The pair shared a blind on each hunt, and I think the deer were probably huddled up together somewhere, as well. The cold that weekend was no joke.
Blaine, who has hunted and fished for just about everything out there, summed things up perfectly.
“When you have short journeys like this, kids really enjoy getting away to a new place. They hunt with dad or someone else back home, but they really enjoy getting away to a new place. We’ve had a lot of opportunities and success here, but it’s not all about the kill. Kids seem to really enjoy getting outdoors with their parent or chaperone, and there’s a big benefit to that quality time. But most have never had an experience like this. We feel like it’s a good cause overall to promote this future generation coming up.”
Kilpatrick has been invited back, but as his dad said, “We usually do six or seven deer a year, but last year I had to get a new freezer!”
And with all those new guns and the ammo to go with them, nobody in the clan is going hungry any time soon.
Oh, yeah. Those setbacks I mentioned? There’s one more Shaw told me about.
“John was in a fire the second week of February, standing near a burn barrel in the backyard when it blew up in his face.
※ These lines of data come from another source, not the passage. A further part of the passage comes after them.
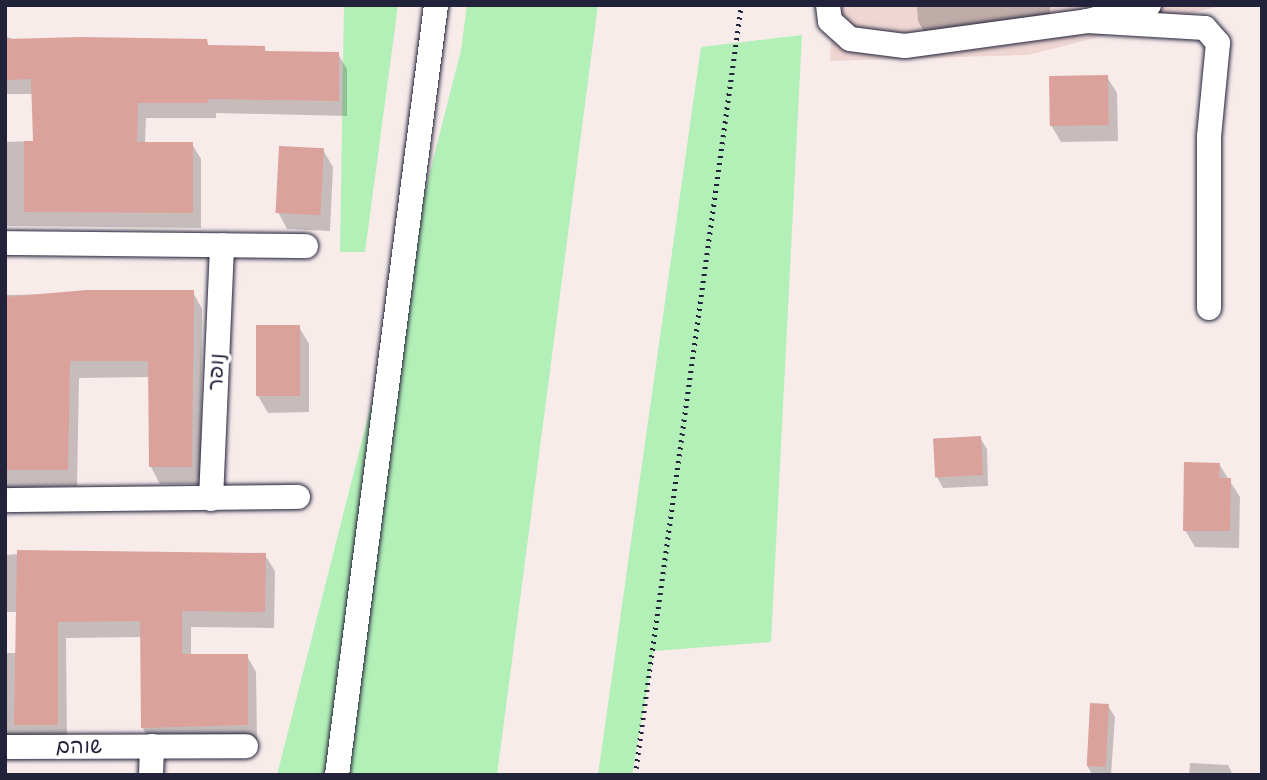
<!DOCTYPE html>
<meta charset="utf-8">
<style>
body{margin:0}
#map{position:relative;width:1267px;height:780px;overflow:hidden;background:#f8eceb;font-family:Sriracha,"Playpen Sans Hebrew",sans-serif}
div>[style]{position:absolute}
[style*='--x']{left:calc(var(--x)*1px);top:calc(var(--y)*1px);width:calc(var(--w)*1px);rotate:calc(var(--a)*1deg)}
.built>*{inset:0;background:#efd6d3}
.green>*{inset:0;background:#b2f0b7}
.shadow>*{inset:0;background:#0003}
.building>*{inset:0;background:#dba19b;transform-origin:0 0}
.path>*{height:4.5px;margin-top:-2.25px;transform-origin:0;background:repeating-linear-gradient(90deg,#22223b 0 2px,transparent 0 7px)}
.roads{filter:drop-shadow(0 0 2px #22223b) drop-shadow(0 0 2px #22223b)}
.minor>*{height:24px;margin:-12px;padding:0 12px;transform-origin:12px;border-radius:12px;background:#fff}
span{translate:-50% -50%;white-space:nowrap;text-align:center;line-height:1.15;-webkit-text-stroke:7px #fff;paint-order:stroke}
.street-label{font-size:21px;color:#22223b}
.frame{position:absolute;inset:0;border:7px solid #22223b;pointer-events:none}
</style>
<div id="map">
<div class="built">
<div style="clip-path:polygon(832px 5px,1224px 5px,1028px 55px,830px 61px)"></div>
</div>
<div class="green">
<div style="clip-path:polygon(344px 5px,398px 5px,365px 252px,340px 252px)"></div>
<div style="clip-path:polygon(467px 5px,598px 5px,497px 775px,277px 775px,461px 50px)"></div>
<div style="clip-path:polygon(802px 35px,771px 642px,654px 651px,632px 775px,598px 775px,701px 47px)"></div>
</div>
<div class="shadow">
<div style="clip-path:polygon(888px 5px,1050px 5px,1050px 33px,930px 42px,918px 21px,917px 6px)"></div>
<div style="clip-path:polygon(5px 36px,18px 41px,206px 41px,210px 47px,264px 48px,267px 53px,338px 54px,347px 69px,347px 116px,216px 113px,216px 118px,146px 118px,145px 144px,192px 144px,201px 159px,201px 228px,5px 226px,5px 142px,34px 141px,33px 94px,5px 94px)"></div>
<div style="clip-path:polygon(1107px 77px,1117px 93px,1118px 141px,1061px 142px,1051px 125px)"></div>
<div style="clip-path:polygon(323px 150px,333px 167px,330px 231px,287px 229px,278px 212px)"></div>
<div style="clip-path:polygon(193px 292px,202px 309px,201px 484px,160px 484px,151px 467px,150px 377px,79px 378px,77px 486px,5px 488px,5px 295px)"></div>
<div style="clip-path:polygon(299px 327px,309px 344px,309px 412px,268px 413px,258px 396px)"></div>
<div style="clip-path:polygon(980px 438px,987px 449px,988px 486px,943px 488px,937px 477px)"></div>
<div style="clip-path:polygon(1219px 464px,1240px 497px,1239px 548px,1195px 547px,1185px 530px)"></div>
<div style="clip-path:polygon(60px 551px,265px 555px,275px 571px,274px 628px,191px 627px,191px 656px,247px 656px,256px 672px,257px 741px,152px 744px,142px 727px,142px 637px,66px 638px,67px 741px,5px 740px,5px 653px,18px 653px,18px 612px,5px 612px,5px 555px)"></div>
<div style="clip-path:polygon(1108px 706px,1115px 717px,1111px 775px,1092px 775px,1087px 765px)"></div>
<div style="clip-path:polygon(1190px 763px,1228px 765px,1233px 775px,1189px 775px)"></div>
</div>
<div class="building">
<div style="clip-path:polygon(81px 37px,207px 39px,208px 45px,265px 46px,265px 51px,339px 52px,339px 101px,208px 99px,208px 103px,138px 103px,137px 142px,193px 142px,193px 213px,24px 212px,24px 141px,33px 141px,31px 79px,5px 80px,5px 39px)"></div>
<div style="left:1108px;top:75px;width:50px;height:59px;rotate:89deg"></div>
<div style="left:279px;top:146px;width:45px;height:67px;rotate:3deg"></div>
<div style="clip-path:polygon(87px 290px,194px 290px,192px 467px,149px 467px,148px 361px,70px 361px,68px 470px,5px 470px,5px 297px)"></div>
<div style="left:256px;top:325px;width:44px;height:71px"></div>
<div style="left:981px;top:436px;width:39px;height:48px;rotate:87deg"></div>
<div style="clip-path:polygon(1184px 462px,1220px 463px,1219px 478px,1231px 478px,1230px 531px,1183px 531px)"></div>
<div style="clip-path:polygon(17px 550px,266px 553px,265px 612px,182px 611px,182px 654px,248px 654px,248px 725px,141px 728px,140px 621px,58px 622px,58px 725px,14px 725px)"></div>
<div style="left:1090px;top:703px;width:19px;height:63px;rotate:3deg"></div>
</div>
<div class="path">
<div style="--x:635;--y:775;--w:777;--a:-82.16"></div>
</div>
<div class="roads">
<div class="minor">
<div style="--x:828;--y:5;--w:16;--a:83"></div>
<div style="--x:830;--y:21;--w:27;--a:42"></div>
<div style="--x:850;--y:39;--w:55;--a:7.3"></div>
<div style="--x:905;--y:46;--w:184;--a:-7.8"></div>
<div style="--x:1087;--y:21;--w:64;--a:-14.5"></div>
<div style="--x:1087;--y:21;--w:118;--a:3.4"></div>
<div style="--x:1205;--y:28;--w:20;--a:49"></div>
<div style="--x:1218;--y:43;--w:93;--a:95.5"></div>
<div style="--x:1209;--y:136;--w:172;--a:90"></div>
<div style="--x:5;--y:243;--w:301;--a:0.6"></div>
<div style="--x:211;--y:499;--w:254;--a:-87.5"></div>
<div style="--x:5;--y:500;--w:293;--a:-0.6"></div>
<div style="--x:5;--y:747;--w:241;--a:-0.2"></div>
<div style="--x:151;--y:775;--w:29;--a:-88"></div>
<div style="--x:337;--y:775;--w:776;--a:-82.67"></div>
</div>
</div>
<div class="street-label">
<span style="left:216px;top:372px;rotate:-87deg">נופר</span>
<span style="left:79px;top:746px">שוהם</span>
</div>
<div class="frame"></div>
</div>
Somebody had put a spray paint can in there, and we didn’t know it. It knocked him down, but his brother was standing nearby and helped get him up and away from there. John was in intensive care for two and a half days with second-degree burns on his face. It’s like a miracle, but he has absolutely no scars! There was no surgery; at the hospital, they came in and applied stem cell grafts to his face, and they really did their job. It was amazing stuff.”
Tough kid. And I hope he comes back to Woods-N-Water. Good guy to hang out with.